Your goal >> Go through the listing and pick out each line with the word "Parkway" in it.

====

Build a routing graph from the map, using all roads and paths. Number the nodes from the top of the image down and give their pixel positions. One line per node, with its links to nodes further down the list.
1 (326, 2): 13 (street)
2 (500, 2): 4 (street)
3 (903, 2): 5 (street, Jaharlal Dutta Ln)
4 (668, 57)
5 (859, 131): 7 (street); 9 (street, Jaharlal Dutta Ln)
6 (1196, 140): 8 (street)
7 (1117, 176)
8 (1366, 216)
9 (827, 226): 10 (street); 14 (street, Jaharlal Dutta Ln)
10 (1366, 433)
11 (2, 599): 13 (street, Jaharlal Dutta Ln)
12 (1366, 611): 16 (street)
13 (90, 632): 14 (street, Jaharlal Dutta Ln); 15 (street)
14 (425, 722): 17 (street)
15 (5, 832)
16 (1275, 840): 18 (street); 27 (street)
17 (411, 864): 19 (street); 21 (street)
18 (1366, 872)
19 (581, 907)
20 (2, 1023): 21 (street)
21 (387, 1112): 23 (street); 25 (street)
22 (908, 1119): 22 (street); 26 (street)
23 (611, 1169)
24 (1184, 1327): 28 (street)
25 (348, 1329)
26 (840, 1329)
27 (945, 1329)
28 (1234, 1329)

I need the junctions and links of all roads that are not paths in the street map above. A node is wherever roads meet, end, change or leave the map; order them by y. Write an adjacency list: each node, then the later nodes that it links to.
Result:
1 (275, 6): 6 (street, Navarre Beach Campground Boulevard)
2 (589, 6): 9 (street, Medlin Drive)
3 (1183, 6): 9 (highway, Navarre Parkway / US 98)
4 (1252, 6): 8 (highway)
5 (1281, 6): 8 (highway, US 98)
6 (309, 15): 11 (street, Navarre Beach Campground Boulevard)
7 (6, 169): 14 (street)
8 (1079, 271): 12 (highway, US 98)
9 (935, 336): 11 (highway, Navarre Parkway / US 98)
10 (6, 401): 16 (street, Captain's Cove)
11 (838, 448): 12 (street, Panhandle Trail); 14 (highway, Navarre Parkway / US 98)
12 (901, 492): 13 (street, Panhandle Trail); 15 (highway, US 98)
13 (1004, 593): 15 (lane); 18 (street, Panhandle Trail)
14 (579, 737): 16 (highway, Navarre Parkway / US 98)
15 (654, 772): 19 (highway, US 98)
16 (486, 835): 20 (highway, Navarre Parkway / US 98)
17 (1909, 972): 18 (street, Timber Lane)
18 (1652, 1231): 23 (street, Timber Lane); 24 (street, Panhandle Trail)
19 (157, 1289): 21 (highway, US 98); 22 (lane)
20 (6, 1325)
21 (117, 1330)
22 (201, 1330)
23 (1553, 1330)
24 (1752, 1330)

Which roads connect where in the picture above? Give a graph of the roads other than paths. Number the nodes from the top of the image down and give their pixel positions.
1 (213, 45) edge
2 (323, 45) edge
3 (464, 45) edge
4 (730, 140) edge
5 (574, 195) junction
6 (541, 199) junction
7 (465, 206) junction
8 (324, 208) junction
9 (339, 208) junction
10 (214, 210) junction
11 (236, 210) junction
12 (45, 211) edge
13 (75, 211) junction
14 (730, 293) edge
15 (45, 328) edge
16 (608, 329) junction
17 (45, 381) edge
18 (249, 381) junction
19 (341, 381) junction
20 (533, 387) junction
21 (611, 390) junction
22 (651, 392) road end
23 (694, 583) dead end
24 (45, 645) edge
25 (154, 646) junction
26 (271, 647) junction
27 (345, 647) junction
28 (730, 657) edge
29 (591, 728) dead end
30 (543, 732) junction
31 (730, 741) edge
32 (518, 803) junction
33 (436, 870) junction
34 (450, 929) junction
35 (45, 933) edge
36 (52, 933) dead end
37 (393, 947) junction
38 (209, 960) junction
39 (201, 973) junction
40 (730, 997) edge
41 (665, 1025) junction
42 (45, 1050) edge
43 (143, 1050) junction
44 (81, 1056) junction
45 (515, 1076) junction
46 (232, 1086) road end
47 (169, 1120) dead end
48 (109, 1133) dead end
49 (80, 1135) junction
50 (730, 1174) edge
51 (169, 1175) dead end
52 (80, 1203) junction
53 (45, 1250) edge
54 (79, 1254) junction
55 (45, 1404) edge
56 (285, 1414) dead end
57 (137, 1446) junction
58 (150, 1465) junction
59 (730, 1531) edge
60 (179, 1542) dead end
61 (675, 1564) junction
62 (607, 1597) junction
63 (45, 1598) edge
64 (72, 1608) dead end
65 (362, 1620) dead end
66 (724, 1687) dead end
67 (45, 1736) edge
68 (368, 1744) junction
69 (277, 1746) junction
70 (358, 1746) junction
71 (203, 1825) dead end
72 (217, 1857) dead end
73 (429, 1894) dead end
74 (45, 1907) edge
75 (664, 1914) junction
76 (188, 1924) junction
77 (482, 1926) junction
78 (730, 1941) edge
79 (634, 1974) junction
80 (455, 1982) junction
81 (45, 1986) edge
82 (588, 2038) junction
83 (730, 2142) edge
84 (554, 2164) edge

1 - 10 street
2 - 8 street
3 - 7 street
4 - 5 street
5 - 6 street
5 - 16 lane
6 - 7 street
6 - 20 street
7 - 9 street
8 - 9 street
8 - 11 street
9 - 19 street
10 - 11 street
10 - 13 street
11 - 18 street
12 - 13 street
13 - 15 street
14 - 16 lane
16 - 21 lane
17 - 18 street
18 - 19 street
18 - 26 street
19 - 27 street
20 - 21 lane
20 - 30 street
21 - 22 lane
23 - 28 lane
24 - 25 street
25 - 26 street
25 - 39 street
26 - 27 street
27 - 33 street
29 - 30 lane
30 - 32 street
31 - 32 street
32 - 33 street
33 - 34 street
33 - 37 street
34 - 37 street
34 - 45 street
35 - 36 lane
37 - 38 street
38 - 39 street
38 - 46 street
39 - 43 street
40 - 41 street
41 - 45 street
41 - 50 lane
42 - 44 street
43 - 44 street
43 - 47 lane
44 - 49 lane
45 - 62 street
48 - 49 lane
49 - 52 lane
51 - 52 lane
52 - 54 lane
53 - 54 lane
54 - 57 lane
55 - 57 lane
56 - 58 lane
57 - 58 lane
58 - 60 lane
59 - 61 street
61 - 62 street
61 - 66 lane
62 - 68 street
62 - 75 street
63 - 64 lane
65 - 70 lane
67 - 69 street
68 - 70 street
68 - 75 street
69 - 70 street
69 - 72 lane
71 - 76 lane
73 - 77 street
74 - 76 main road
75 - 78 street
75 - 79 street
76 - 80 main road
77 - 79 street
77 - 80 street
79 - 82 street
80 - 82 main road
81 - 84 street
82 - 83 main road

====

Task answer >>
3 (1183, 6): 9 (highway, Navarre Parkway / US 98)
9 (935, 336): 11 (highway, Navarre Parkway / US 98)
11 (838, 448): 12 (street, Panhandle Trail); 14 (highway, Navarre Parkway / US 98)
14 (579, 737): 16 (highway, Navarre Parkway / US 98)
16 (486, 835): 20 (highway, Navarre Parkway / US 98)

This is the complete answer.